Salí de la cabaña y los dejé solos.

Capítulo XX

Cuando los dos hombres salieron, el coche estaba estacionado cerca de la cabaña, pero Earl no estaba. Había cerrado el contacto, apagado las luces y vuelto a la casa principal sin decirme nada. Seguía silbando todavía, como si tratara de recordar una melodía medio olvidada.

Wade subió con cuidado al asiento de atrás y yo me senté a su lado. El doctor Verringer conducía. Quizá tuviera la mandíbula muy lastimada y le doliera la cabeza, pero no lo demostró ni lo mencionó para nada. Ascendió por la colina y luego bajó y recorrió el camino de césped hasta el final. Earl ya había estado allí, porque la puerta estaba abierta. Le indiqué a Verringer dónde estaba mi coche y nos acercó hasta el lugar. Wade pasó al otro coche y se sentó silencioso, mirando al vacío. Verringer bajó del auto, se le acercó y comenzó a hablarle suavemente.
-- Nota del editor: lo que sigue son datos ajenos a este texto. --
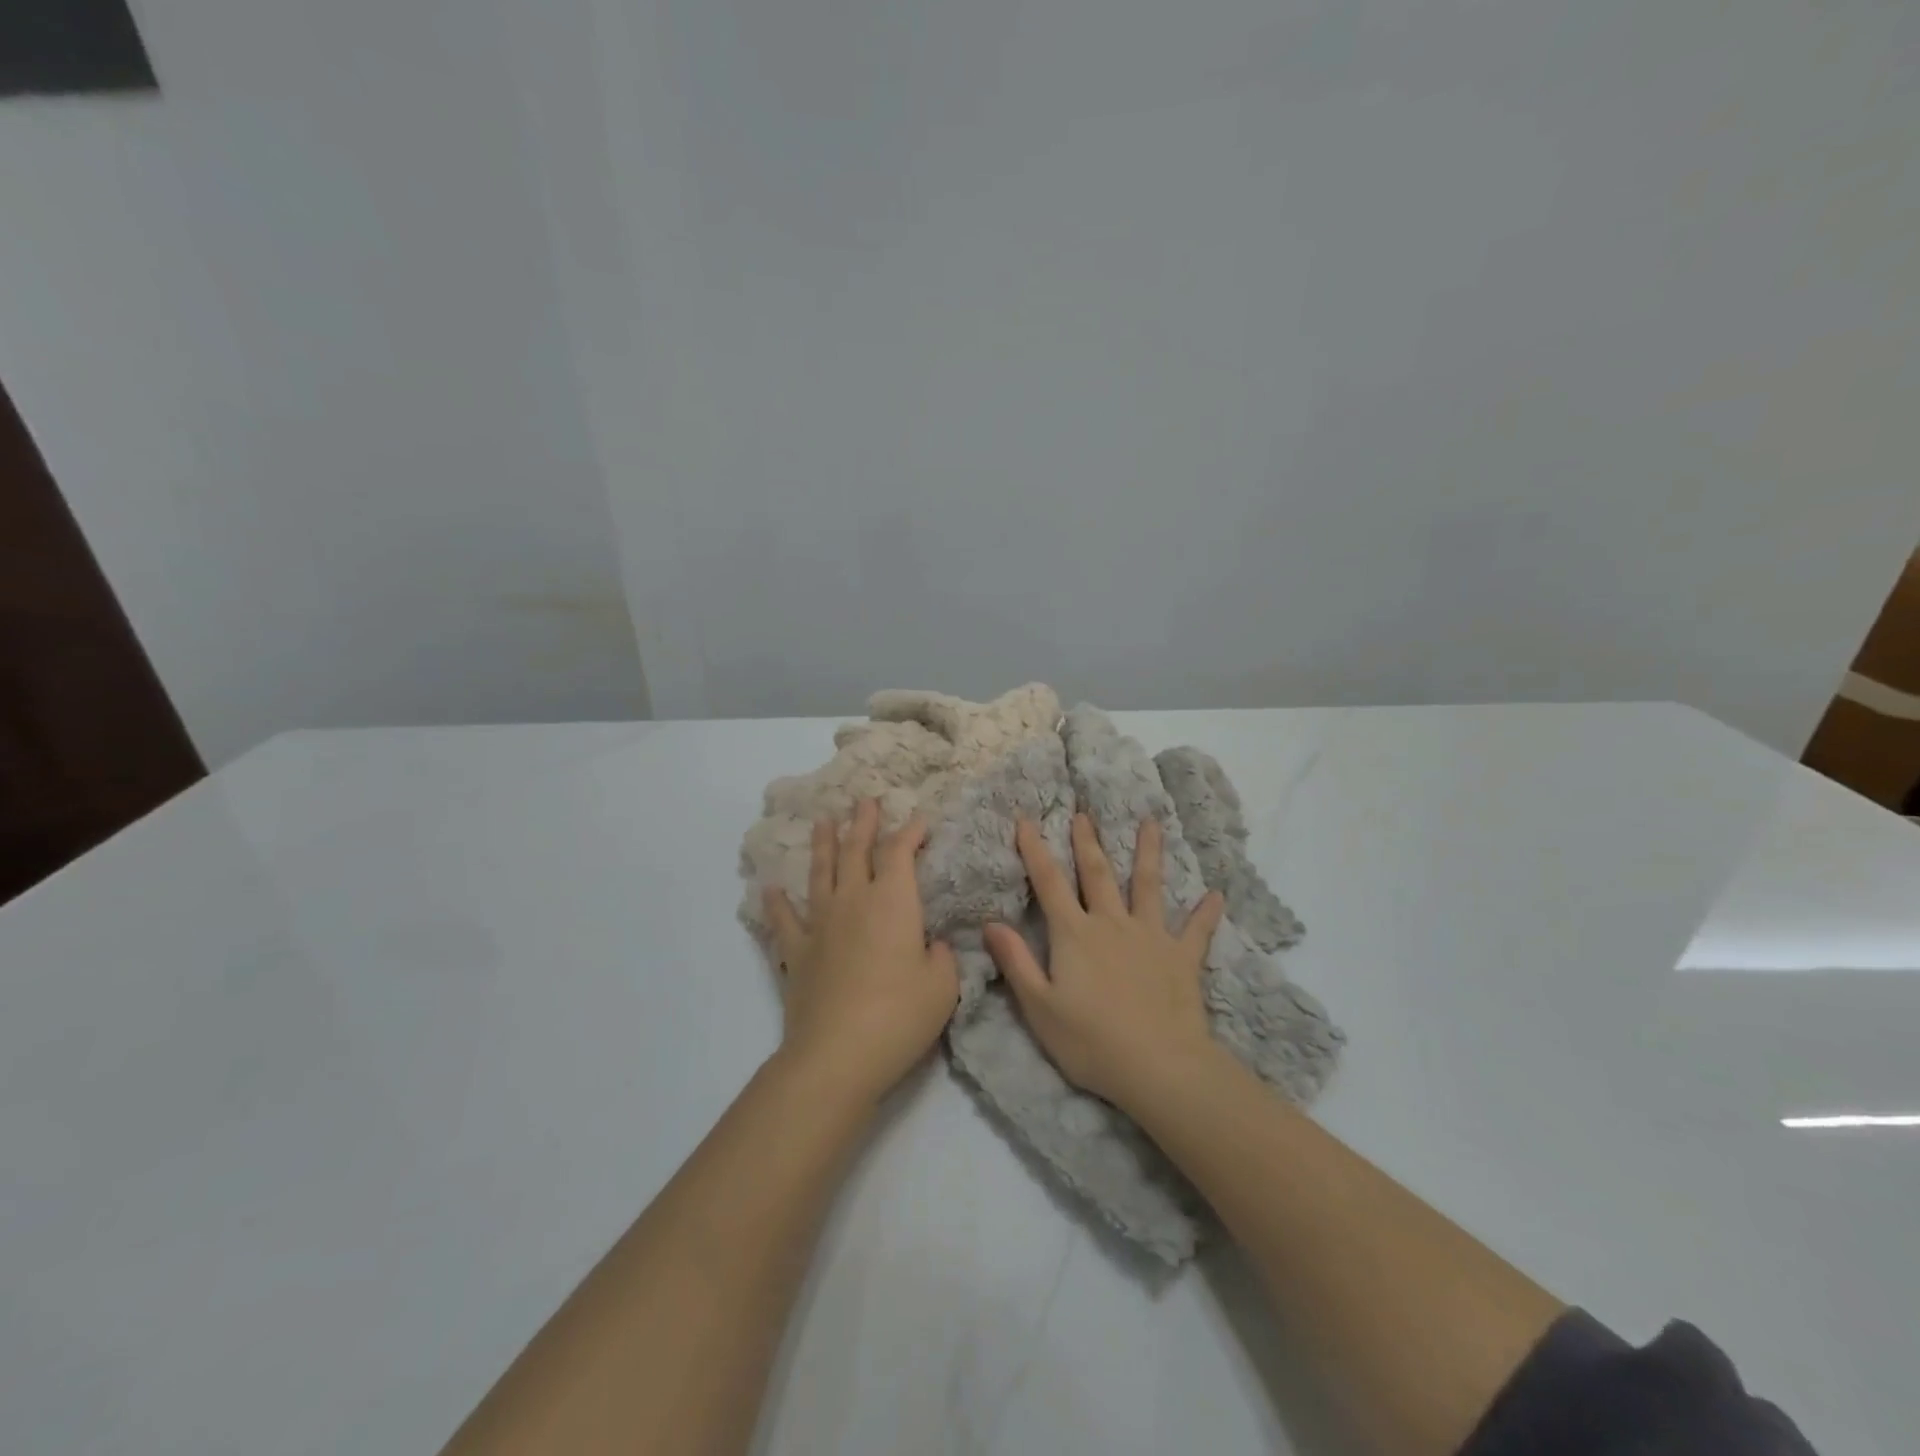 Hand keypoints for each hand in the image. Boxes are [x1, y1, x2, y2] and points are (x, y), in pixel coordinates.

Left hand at [764, 800, 959, 1103]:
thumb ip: (939, 956)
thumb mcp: (943, 985)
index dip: (910, 832)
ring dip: (823, 845)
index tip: (919, 819)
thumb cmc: (900, 1015)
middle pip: (855, 851)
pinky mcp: (797, 953)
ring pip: (820, 873)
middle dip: (862, 823)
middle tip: (864, 800)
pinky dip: (777, 903)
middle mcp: (853, 901)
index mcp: (893, 901)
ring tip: (822, 821)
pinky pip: (784, 921)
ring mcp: (820, 925)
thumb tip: (928, 945)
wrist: (837, 1054)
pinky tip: (771, 888)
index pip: (900, 853)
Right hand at [983, 814, 1225, 1111]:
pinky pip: (1197, 930)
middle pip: (1097, 874)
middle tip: (1084, 813)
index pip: (1049, 883)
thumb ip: (1016, 961)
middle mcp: (1112, 924)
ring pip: (1148, 885)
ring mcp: (1151, 936)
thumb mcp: (1039, 1007)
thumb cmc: (1091, 1041)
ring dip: (1148, 853)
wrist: (1159, 1066)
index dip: (1035, 850)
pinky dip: (1206, 913)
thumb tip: (990, 922)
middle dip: (1087, 842)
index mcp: (1075, 934)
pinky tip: (1218, 895)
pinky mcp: (1182, 957)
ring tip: (1151, 822)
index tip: (1027, 820) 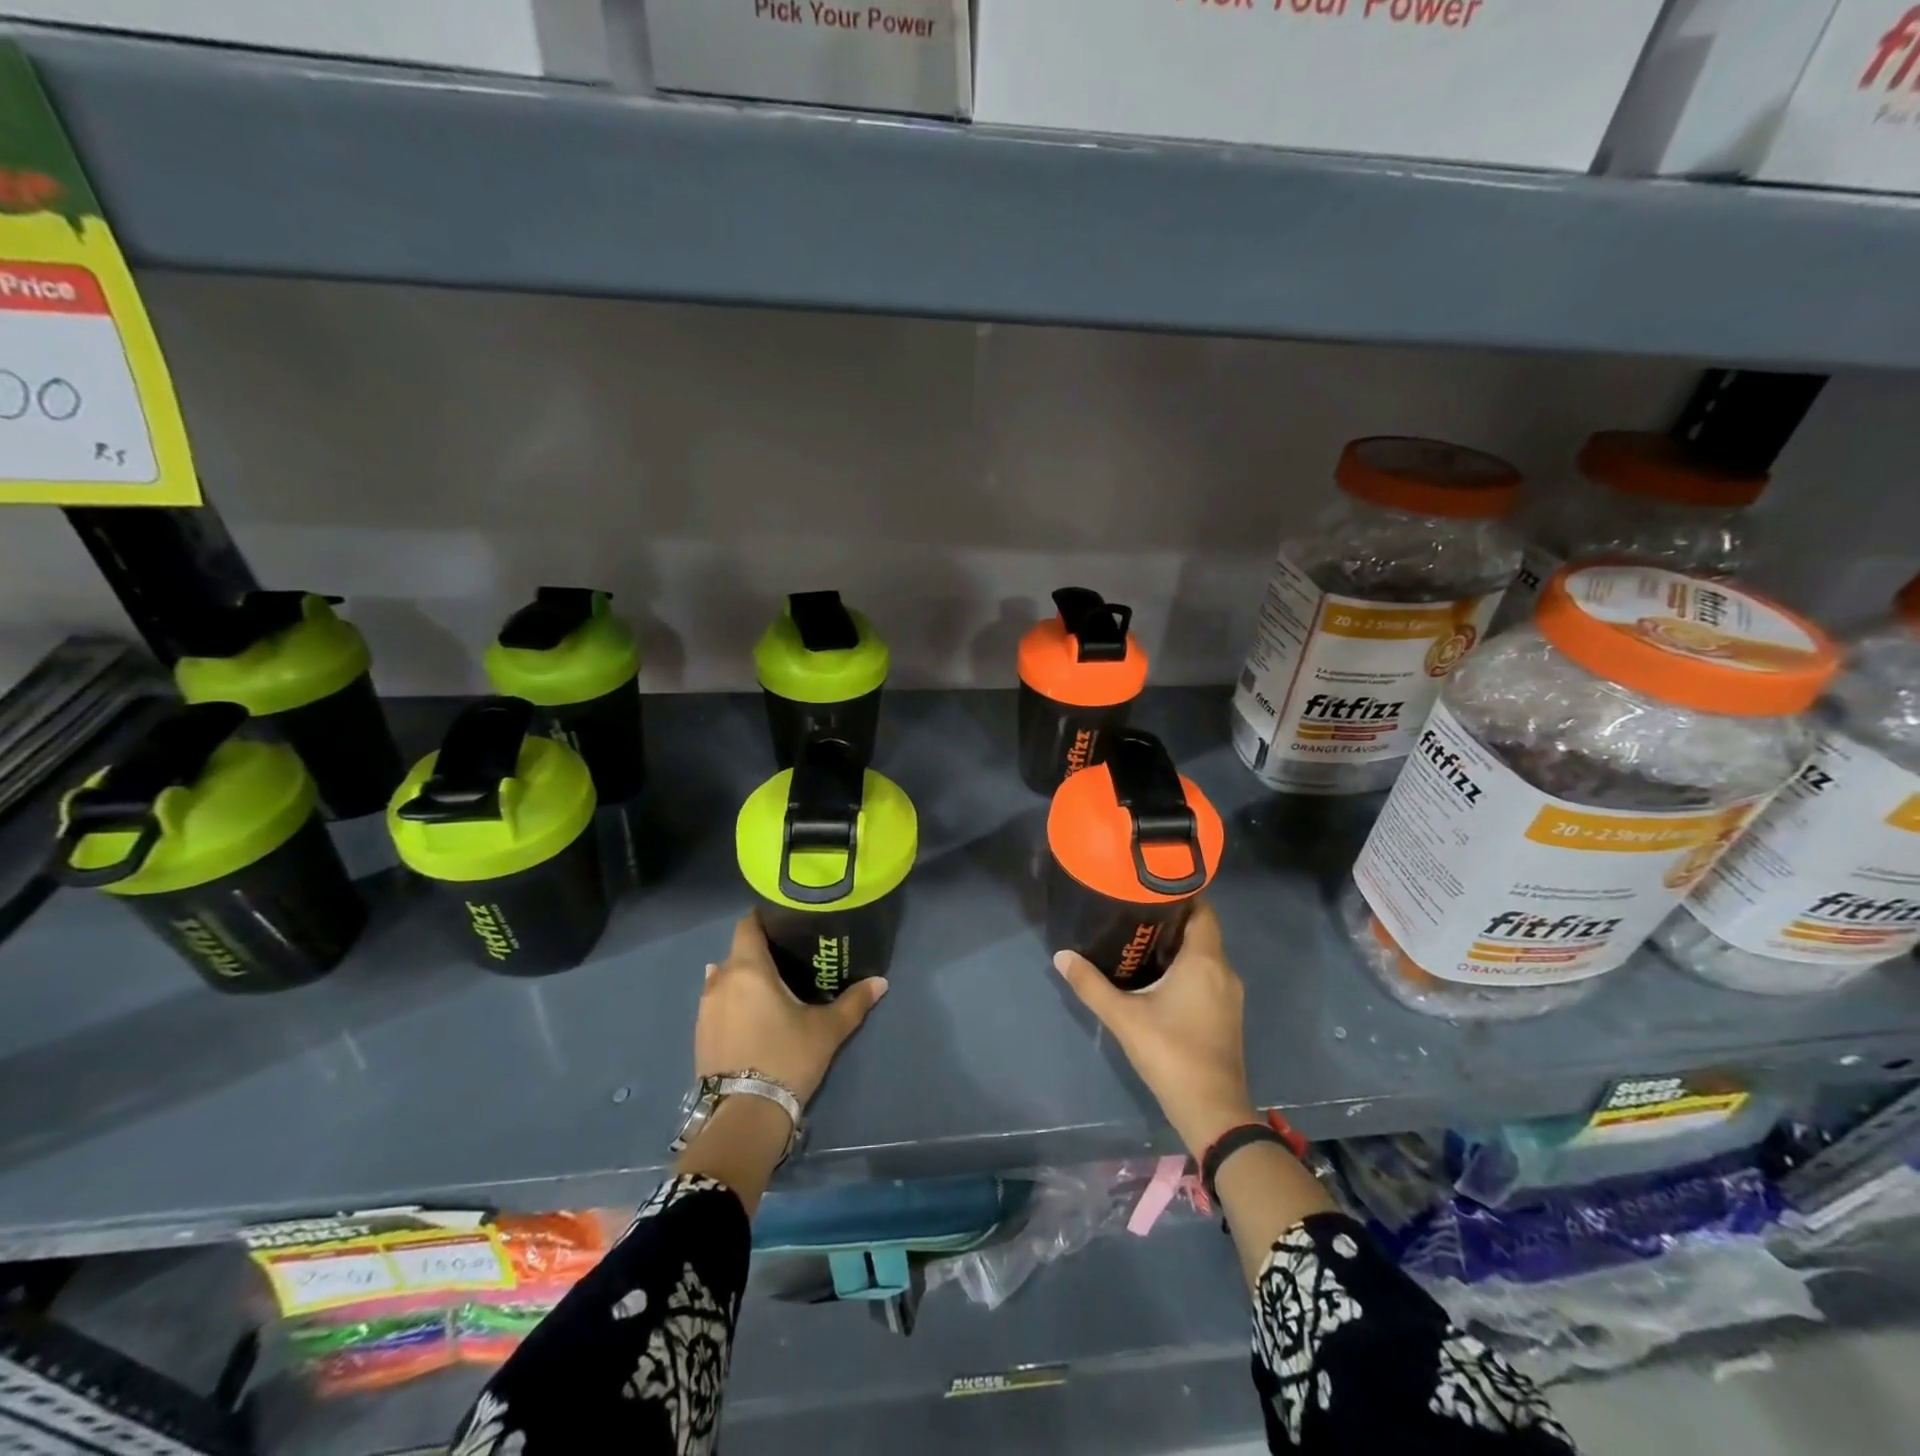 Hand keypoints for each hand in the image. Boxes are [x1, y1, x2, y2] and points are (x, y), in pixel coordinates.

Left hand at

– Con respecto a mis cinco mil dólares, señor Wade. El cheque que usted me prometió.

Wade se deslizó un poco hacia abajo y apoyó la cabeza sobre el respaldo del asiento.

– Lo pensaré.

– Usted lo prometio. Yo lo necesito.

– Usted me amenazó con hacerme daño, Verringer. Coacción es la palabra. Ahora tengo quien me proteja.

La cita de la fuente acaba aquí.